Third, our work suggests that relatively subtle errors in the simulation of atmospheric circulation and surface energy and moisture fluxes can produce relatively large errors in the simulations of the statistics of daily-scale temperature and precipitation. This error cascade is illustrated by the case of T95 biases over the southcentral U.S., where errors in the atmospheric circulation over the Gulf of Mexico in Reg55 create large warm biases over the central U.S. The fact that Reg25 exhibits more accurate atmospheric circulation over the Gulf of Mexico and reduction in the T95 biases over the central U.S. suggests that higher resolution could confer more accurate simulation of the tails of the daily-scale distribution. In addition, the sensitivity to regional-scale atmospheric features in these historical simulations also implies that the statistics of daily-scale temperature and precipitation could be likewise sensitive to relatively subtle changes in circulation induced by changes in radiative forcing of the climate system.

Although our work offers insight into the ability of a nested high-resolution climate model to capture the statistics of daily-scale temperature and precipitation events, some limitations remain. First, RegCM3 was forced by reanalysis data, representing the “best case scenario” for model performance.

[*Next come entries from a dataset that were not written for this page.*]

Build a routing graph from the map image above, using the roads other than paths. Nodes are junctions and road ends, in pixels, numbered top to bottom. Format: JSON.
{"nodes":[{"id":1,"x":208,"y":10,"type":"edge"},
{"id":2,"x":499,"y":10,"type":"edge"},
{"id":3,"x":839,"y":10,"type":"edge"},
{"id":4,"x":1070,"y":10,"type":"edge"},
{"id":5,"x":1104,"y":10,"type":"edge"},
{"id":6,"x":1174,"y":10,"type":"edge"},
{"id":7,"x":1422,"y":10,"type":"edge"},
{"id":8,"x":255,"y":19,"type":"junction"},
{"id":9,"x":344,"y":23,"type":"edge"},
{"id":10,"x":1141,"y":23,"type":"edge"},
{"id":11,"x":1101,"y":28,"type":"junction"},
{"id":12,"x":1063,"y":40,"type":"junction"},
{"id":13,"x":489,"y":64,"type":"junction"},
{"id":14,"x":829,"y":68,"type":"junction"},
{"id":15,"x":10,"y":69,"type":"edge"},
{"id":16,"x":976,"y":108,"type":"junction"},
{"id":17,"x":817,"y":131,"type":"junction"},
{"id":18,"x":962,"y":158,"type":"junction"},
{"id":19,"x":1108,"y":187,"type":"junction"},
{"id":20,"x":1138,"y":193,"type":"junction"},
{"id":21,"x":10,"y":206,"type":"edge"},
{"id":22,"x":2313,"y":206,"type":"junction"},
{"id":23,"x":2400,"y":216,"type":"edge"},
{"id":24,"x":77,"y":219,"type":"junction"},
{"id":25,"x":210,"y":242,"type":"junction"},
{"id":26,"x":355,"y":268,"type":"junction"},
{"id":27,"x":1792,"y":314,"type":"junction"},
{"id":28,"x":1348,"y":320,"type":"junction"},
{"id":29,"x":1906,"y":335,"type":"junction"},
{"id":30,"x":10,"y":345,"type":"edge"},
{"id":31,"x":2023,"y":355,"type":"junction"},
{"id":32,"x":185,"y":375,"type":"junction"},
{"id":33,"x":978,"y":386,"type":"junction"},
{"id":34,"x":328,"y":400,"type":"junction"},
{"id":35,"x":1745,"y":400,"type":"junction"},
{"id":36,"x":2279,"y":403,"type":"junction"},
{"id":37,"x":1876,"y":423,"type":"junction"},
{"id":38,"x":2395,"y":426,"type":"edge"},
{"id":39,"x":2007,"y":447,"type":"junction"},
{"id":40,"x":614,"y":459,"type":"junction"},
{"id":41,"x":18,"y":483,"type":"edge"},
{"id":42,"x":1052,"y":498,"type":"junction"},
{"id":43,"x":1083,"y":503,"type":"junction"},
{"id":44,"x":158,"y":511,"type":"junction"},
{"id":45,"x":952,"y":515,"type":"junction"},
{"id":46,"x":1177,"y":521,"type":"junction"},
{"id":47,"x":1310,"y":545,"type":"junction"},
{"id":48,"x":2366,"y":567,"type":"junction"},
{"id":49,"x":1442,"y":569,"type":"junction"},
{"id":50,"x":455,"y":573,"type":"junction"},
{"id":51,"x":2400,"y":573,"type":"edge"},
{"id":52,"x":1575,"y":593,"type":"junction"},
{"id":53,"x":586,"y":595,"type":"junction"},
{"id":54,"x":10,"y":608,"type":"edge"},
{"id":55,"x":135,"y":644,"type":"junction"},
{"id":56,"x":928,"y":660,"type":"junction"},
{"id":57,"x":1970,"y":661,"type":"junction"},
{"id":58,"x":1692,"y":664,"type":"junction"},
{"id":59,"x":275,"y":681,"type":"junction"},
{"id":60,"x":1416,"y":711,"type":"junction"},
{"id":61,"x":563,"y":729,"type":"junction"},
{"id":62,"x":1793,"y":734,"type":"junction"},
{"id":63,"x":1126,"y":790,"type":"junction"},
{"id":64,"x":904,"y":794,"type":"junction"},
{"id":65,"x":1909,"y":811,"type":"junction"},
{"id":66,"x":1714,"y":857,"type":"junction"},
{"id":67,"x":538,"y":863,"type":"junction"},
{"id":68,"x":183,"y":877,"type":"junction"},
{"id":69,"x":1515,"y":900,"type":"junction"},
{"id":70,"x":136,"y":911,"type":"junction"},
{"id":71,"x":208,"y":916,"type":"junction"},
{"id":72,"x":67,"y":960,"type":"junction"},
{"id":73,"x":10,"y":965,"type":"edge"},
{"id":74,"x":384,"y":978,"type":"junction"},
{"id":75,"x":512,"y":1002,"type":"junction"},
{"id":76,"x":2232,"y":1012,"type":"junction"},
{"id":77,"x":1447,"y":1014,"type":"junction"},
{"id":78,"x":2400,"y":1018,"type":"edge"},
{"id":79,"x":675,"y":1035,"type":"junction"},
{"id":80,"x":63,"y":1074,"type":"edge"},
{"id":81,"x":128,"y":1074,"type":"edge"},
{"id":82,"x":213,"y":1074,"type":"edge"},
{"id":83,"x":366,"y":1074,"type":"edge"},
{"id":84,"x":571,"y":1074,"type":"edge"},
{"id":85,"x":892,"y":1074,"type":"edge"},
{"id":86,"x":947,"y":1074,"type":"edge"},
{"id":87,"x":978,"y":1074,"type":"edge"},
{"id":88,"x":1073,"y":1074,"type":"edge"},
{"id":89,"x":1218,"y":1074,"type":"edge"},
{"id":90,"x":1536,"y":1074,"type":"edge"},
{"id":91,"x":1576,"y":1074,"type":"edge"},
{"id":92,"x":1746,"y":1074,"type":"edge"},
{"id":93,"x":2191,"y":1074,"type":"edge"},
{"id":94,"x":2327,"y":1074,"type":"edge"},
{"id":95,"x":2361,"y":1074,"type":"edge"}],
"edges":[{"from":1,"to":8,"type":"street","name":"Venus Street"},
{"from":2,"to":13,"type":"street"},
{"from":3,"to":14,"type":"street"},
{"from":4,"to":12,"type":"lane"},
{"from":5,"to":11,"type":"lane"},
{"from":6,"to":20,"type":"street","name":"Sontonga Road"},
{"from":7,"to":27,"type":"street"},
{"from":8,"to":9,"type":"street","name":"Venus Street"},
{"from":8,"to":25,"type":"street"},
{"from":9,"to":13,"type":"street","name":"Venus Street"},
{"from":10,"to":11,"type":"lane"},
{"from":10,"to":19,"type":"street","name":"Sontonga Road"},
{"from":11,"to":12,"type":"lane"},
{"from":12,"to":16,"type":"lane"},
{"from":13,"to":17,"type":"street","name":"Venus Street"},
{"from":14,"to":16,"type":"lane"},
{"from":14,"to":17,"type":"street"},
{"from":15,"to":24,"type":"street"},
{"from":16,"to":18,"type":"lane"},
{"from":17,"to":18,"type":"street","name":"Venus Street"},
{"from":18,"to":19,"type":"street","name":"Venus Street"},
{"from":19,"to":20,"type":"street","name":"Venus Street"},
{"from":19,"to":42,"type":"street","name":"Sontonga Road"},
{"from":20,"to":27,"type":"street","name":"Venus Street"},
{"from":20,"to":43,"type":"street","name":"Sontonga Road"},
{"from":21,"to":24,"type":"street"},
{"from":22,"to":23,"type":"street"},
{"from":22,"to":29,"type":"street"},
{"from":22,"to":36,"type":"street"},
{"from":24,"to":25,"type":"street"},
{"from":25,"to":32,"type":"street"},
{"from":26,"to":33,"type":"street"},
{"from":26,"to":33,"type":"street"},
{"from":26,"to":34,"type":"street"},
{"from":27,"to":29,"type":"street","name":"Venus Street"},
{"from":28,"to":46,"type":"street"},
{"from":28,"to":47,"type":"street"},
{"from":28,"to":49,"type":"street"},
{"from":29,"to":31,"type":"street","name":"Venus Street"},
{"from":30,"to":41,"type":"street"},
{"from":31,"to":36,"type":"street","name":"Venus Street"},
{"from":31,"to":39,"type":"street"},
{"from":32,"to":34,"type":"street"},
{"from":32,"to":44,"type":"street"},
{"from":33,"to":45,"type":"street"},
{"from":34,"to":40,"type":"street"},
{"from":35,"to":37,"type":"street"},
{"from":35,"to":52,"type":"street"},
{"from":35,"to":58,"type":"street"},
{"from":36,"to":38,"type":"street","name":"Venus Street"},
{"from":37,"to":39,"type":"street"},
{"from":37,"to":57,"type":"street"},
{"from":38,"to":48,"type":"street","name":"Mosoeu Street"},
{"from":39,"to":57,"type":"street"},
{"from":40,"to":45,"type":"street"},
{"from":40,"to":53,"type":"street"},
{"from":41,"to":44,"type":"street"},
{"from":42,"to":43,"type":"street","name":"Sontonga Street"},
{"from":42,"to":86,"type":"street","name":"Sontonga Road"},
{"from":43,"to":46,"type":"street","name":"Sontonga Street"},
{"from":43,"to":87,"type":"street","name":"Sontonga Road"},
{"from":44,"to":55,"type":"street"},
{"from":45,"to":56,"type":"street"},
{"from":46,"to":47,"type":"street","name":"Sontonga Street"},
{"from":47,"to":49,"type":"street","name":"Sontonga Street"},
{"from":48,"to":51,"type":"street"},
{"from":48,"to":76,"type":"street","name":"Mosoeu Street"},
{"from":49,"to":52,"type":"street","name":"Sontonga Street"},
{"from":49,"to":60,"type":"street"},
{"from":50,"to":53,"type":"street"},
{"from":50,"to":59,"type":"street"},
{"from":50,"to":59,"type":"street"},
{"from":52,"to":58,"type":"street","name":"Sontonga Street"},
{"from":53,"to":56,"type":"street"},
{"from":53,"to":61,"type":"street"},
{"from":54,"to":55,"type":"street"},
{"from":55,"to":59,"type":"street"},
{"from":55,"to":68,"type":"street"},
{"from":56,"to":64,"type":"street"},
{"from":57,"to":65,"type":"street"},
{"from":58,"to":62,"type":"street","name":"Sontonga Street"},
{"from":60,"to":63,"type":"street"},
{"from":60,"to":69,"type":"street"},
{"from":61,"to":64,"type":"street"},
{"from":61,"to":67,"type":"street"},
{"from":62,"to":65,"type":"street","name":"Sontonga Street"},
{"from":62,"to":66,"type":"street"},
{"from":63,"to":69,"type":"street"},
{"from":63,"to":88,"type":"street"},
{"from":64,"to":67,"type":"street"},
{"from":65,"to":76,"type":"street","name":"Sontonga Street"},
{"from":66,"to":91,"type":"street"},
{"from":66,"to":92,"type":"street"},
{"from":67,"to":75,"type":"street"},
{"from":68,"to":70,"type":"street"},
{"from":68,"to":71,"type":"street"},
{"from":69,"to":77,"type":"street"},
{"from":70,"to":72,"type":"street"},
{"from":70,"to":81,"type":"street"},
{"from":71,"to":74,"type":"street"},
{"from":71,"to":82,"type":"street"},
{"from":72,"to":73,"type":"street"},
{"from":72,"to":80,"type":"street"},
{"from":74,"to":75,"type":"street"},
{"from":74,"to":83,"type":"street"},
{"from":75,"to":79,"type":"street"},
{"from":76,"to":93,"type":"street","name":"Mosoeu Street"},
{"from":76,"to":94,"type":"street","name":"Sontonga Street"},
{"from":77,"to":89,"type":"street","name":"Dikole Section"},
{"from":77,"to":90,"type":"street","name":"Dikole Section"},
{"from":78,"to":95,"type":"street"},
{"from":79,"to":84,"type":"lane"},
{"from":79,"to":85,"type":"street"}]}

To fully assess the ability of RCMs to simulate future changes in extreme climate events, validation should also be performed for RCMs driven by GCM output over historical periods for which high-quality observational data are available. Second, although we have explored the effect of increased horizontal resolution on the simulation of daily-scale temperature and precipitation events, the model performance could also be improved through increases in vertical resolution (e.g. Todd et al. 2008). Third, we focus here on the simulation of the statistics of daily-scale temperature and precipitation. The ability to capture these statistics does not necessarily confer the ability to accurately simulate specific extreme temperature and precipitation events (e.g. Trapp et al. 2007b).